Task goal: Please return all lines of the data below containing the string "안산천남로".
***
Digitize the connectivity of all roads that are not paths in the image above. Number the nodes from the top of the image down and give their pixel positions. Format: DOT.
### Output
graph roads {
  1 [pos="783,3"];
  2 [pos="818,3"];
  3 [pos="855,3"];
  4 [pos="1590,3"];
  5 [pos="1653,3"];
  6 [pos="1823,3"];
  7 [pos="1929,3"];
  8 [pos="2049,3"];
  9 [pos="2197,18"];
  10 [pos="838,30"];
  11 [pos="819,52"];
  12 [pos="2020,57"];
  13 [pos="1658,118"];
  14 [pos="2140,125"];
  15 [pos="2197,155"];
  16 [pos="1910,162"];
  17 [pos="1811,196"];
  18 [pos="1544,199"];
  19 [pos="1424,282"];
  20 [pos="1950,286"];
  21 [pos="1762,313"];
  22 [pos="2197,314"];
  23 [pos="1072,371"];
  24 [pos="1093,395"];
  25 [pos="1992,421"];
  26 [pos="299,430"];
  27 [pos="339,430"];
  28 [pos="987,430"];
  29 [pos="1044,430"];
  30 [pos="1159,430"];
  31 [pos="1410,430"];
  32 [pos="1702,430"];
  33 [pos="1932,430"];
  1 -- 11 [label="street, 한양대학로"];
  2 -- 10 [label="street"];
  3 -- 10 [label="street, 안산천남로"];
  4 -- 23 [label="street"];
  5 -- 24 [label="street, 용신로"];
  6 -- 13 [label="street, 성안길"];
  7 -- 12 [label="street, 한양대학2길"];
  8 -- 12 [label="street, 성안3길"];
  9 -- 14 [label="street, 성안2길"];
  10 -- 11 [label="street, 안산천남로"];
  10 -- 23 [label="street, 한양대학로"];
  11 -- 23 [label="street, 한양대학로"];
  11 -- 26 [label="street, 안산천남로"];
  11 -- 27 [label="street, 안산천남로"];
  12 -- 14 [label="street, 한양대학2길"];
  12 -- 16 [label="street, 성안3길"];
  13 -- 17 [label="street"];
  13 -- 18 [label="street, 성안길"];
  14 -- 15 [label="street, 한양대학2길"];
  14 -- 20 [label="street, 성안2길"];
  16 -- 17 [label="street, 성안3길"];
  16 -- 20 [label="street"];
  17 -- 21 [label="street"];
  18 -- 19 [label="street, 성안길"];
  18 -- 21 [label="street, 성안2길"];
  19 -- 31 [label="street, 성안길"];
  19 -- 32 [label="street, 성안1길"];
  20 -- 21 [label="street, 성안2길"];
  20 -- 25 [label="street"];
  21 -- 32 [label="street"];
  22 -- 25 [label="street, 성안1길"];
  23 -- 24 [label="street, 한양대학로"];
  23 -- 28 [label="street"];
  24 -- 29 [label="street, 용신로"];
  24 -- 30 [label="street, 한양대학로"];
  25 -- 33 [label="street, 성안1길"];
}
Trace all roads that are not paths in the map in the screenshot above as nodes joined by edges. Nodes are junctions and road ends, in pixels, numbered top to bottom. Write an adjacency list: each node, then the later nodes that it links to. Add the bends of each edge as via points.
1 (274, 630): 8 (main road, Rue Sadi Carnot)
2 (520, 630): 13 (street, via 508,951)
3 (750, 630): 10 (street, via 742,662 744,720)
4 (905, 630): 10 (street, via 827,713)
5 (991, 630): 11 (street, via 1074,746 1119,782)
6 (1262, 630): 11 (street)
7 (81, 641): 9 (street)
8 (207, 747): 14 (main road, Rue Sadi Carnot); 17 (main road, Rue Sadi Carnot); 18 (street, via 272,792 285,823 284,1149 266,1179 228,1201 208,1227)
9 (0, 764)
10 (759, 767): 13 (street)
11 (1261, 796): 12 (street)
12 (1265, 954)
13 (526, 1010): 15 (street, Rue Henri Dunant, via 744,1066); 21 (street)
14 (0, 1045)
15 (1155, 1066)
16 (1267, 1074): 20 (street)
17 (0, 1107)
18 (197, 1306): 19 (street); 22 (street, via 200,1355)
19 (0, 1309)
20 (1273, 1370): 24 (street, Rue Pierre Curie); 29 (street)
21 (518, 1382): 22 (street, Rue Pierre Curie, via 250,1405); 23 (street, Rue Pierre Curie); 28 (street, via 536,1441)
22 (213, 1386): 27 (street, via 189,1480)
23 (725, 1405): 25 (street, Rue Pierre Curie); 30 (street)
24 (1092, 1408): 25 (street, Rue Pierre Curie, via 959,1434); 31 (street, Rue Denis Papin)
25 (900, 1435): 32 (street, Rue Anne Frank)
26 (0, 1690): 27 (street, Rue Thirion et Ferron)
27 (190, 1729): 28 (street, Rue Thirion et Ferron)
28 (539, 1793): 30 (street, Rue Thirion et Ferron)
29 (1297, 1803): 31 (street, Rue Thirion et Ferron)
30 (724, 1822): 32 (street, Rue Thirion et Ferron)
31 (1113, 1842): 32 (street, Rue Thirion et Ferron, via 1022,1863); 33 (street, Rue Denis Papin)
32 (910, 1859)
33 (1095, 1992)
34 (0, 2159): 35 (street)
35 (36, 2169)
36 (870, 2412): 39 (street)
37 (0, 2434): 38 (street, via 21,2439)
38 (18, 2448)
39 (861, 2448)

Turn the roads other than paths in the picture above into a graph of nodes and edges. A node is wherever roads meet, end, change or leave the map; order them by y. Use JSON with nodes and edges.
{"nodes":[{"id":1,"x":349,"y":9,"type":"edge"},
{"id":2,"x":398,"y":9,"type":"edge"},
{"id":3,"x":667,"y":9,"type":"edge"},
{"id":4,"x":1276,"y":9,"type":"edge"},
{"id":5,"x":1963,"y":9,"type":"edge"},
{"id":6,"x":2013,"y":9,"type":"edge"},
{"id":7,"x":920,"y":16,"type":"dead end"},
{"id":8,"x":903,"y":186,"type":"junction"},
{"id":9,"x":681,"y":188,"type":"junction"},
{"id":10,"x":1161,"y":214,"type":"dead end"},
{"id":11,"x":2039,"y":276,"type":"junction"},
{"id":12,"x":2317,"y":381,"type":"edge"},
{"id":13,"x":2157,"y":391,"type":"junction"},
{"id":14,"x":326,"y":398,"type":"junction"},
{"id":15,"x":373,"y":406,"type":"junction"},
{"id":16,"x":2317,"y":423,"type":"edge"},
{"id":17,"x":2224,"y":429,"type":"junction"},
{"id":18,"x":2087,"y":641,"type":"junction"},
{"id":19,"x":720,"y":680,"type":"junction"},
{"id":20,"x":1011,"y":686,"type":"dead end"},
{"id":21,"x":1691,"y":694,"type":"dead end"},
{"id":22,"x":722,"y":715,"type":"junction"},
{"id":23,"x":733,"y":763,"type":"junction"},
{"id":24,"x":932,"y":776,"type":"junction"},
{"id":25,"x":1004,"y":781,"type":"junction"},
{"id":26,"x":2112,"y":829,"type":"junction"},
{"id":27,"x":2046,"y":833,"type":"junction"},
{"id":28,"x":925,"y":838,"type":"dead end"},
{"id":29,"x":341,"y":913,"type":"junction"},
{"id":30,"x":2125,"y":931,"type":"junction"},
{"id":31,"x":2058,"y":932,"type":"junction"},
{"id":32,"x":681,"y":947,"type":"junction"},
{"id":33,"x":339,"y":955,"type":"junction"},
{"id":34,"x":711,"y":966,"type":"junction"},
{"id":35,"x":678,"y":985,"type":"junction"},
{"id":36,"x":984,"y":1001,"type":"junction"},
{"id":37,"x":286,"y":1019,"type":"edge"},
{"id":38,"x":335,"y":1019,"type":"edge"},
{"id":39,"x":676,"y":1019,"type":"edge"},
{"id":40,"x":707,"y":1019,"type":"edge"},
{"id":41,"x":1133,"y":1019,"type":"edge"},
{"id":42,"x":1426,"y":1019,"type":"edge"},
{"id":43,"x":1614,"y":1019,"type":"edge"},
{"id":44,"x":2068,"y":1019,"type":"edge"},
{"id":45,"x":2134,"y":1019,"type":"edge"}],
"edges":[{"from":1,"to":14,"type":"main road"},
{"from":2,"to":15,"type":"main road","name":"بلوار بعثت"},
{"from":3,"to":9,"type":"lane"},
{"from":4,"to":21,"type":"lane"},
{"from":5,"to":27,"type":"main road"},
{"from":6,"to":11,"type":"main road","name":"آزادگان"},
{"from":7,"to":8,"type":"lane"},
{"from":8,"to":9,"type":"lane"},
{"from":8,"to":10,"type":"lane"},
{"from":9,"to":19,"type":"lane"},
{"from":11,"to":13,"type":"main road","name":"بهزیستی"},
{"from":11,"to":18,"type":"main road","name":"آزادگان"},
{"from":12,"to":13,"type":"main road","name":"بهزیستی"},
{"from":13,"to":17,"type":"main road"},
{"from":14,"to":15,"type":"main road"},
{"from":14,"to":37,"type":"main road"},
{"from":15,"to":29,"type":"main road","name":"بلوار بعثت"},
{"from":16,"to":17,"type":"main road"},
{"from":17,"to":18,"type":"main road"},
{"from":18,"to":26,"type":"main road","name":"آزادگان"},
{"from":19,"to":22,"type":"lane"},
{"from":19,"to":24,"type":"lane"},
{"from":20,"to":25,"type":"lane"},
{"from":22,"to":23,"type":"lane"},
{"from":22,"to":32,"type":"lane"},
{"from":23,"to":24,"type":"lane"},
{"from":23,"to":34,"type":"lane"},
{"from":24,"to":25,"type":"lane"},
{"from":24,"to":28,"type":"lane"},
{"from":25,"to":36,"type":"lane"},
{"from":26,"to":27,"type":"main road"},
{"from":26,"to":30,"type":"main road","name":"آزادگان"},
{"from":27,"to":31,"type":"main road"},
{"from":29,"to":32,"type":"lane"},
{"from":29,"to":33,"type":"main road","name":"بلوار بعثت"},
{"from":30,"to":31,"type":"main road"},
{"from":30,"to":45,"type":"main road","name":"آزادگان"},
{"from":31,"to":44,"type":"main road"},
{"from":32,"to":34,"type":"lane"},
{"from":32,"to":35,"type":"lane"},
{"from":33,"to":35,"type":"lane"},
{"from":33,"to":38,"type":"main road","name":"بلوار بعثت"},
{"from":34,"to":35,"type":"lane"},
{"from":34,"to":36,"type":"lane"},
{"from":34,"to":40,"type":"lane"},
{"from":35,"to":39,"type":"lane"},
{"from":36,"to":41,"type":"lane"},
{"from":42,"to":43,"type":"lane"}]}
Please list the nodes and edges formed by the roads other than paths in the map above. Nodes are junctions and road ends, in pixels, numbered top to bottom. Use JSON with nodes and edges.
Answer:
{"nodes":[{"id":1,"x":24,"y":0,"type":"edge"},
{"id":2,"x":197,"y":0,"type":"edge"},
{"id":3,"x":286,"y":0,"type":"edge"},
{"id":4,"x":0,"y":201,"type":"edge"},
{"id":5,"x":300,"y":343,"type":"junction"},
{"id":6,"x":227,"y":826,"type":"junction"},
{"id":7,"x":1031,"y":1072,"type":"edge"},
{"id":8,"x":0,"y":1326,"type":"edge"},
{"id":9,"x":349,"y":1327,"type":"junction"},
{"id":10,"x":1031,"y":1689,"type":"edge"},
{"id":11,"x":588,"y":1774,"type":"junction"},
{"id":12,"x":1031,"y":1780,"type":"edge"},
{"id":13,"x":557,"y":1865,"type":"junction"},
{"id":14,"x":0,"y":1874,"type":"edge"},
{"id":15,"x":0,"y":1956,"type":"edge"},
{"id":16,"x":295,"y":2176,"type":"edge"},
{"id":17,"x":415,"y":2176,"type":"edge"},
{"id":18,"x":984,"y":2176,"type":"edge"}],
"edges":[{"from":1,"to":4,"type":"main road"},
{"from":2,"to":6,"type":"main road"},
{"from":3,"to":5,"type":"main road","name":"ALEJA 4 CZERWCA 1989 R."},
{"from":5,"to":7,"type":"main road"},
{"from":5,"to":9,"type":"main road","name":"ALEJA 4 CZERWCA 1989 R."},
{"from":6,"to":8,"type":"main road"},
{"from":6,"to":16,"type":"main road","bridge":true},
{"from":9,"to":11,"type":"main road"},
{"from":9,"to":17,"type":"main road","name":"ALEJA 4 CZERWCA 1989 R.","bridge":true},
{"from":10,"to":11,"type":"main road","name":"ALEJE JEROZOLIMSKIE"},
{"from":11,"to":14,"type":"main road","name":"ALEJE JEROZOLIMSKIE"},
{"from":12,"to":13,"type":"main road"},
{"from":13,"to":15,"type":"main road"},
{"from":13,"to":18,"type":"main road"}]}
***
Response to this task:
  3 -- 10 [label="street, 안산천남로"];
  10 -- 11 [label="street, 안산천남로"];
  11 -- 26 [label="street, 안산천남로"];
  11 -- 27 [label="street, 안산천남로"];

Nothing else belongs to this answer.